Cheshire West and Chester Council’s Cabinet has given the green light to a new Domestic Abuse Strategy which will ensure high-quality domestic abuse services across the borough and help achieve the Council’s vision for all residents to live lives free from domestic abuse.
Domestic abuse often happens behind closed doors. The Council works closely with partners including the Police to make sure residents can get the help they need through the Open the Door campaign, which aims to bring domestic abuse out into the open.
The Council wants to improve the health and wellbeing of residents and their families who experience domestic abuse, by creating an environment that supports disclosure and recovery for those who are harmed and provides challenge and support for those who harm.
The new strategy will work around five priorities: assessing risk, intervening earlier, providing services for those who are harmed, providing services for children and young people and challenging those who harm and giving them effective support.

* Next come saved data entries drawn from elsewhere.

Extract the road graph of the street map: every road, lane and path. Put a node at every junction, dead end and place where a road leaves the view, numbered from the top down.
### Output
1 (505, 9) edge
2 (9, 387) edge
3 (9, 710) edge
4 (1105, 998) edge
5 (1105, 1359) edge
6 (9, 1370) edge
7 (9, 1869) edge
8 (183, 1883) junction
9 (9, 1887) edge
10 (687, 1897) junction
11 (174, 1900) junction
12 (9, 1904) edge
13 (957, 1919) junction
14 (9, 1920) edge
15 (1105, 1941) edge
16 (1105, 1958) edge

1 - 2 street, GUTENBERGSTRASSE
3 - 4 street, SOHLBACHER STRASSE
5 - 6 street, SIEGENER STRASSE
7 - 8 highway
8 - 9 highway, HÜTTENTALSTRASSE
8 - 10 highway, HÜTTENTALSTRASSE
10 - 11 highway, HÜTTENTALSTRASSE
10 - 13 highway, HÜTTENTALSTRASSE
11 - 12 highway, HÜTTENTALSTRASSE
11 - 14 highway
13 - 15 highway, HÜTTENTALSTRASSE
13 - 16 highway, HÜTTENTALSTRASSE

It will raise awareness of what domestic abuse is and what services and communities working together can do about it and will result in west Cheshire being an even safer and happier place to live.

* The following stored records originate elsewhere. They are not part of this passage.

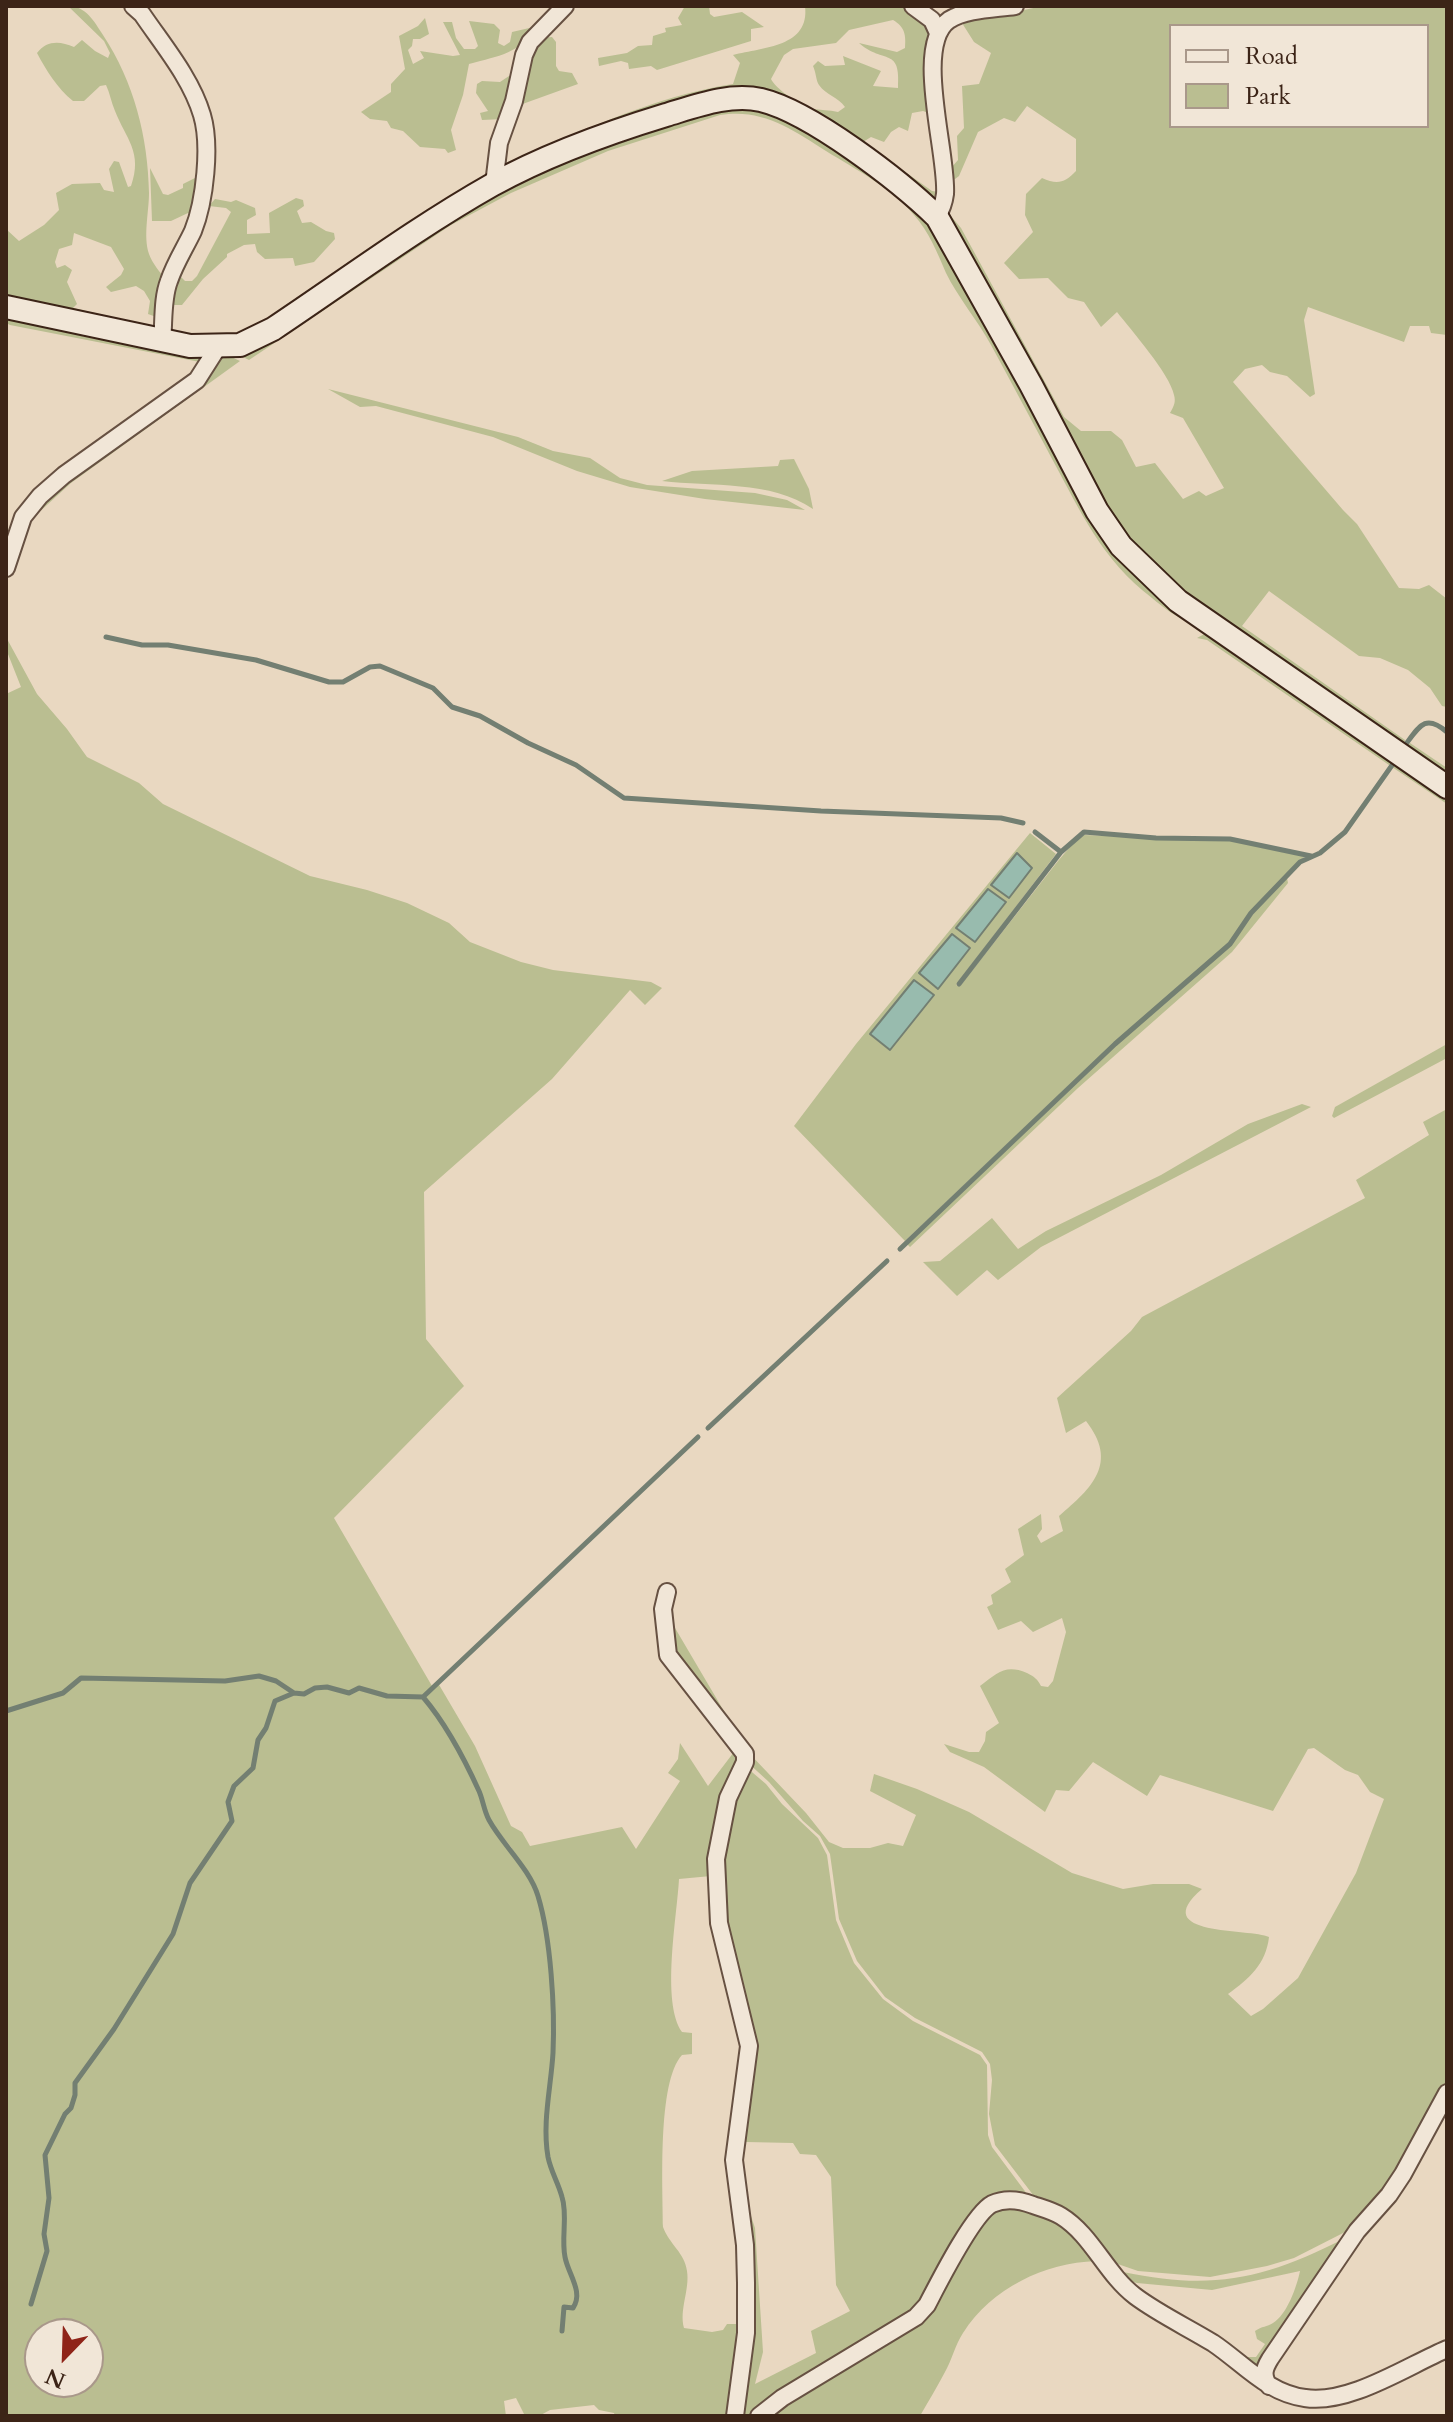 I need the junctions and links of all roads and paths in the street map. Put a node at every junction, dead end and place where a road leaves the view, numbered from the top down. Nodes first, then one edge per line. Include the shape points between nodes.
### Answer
1 (133, 6) edge
2 (565, 6) edge
3 (913, 6) edge
4 (1015, 6) edge
5 (938, 33) junction
6 (494, 184) junction
7 (937, 217) junction
8 (6, 307) edge
9 (162, 342) junction
10 (218, 347) junction
11 (6, 568) edge
12 (1447, 787) edge
13 (667, 1592) dead end
14 (1447, 2093) edge
15 (1447, 2349) edge
16 (1269, 2386) junction
17 (735, 2416) edge
18 (759, 2416) edge

1 - 9 street via 193,92 205,129 199,209 169,280
2 - 6 street via 524,55 499,143
3 - 5 street via 932,20
4 - 5 street via 958,16
5 - 7 street via 933,60 945,195
6 - 7 main road via 639,122 742,98 779,106 804,119 859,154
6 - 10 main road via 273,329 240,345
7 - 12 main road via 1121,546 1178,601
8 - 9 main road
9 - 10 main road
10 - 11 street via 197,380 40,496 23,517
13 - 17 street via 663,1609 668,1655 745,1754 728,1798 716,1859 719,1923 749,2046 734,2160 746,2283 746,2333
14 - 16 street via 1403,2174 1357,2231 1270,2359 1264,2369
15 - 16 street via 1328,2398 1308,2399
16 - 18 street via 1215,2344 1134,2295 1061,2216 1024,2201 1003,2200 976,2219 916,2317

Councillor Robert Cernik, Cabinet Member for Children and Families said: “Domestic abuse can happen to anyone, regardless of characteristics such as gender, age, sexual orientation and ethnicity. It can also be committed by anyone.
“Abuse not only affects the person who is being harmed, it also has a detrimental effect on children who witness or live with it. For children living with domestic abuse, they experience huge amounts of trauma, which can have severe negative impacts on their development, as well as causing life-long effects. This is one of the many reasons that Cheshire West and Chester take a trauma informed approach to working with children and their families.”
Councillor Val Armstrong, Cabinet Member for Adult Social Care and Public Health said: “We wanted this strategy to be supported not only by a sound evidence base, but by the views and experiences of people who have lived through the circumstances and services that we are talking about.
“The views of participants have been invaluable and can, we hope, be clearly seen throughout; and we would like to take this opportunity to thank them all for their openness and honesty.
“The Council want west Cheshire to be a place where domestic abuse is spoken about openly and residents who are harmed can access the services they need.”
The new strategy for 2021 – 2025 builds on the strong foundations created by the previous Domestic Abuse Strategy 2016-20 and has been created taking account of the new duties within the Domestic Abuse Act 2021 and in collaboration with the West Cheshire Domestic Abuse Local Partnership Board.
The Domestic Abuse Act means that there is now a definition of domestic abuse enshrined in law, emphasising that domestic abuse is not just physical or sexual violence, but can also be emotional, coercive, or controlling, and economic abuse.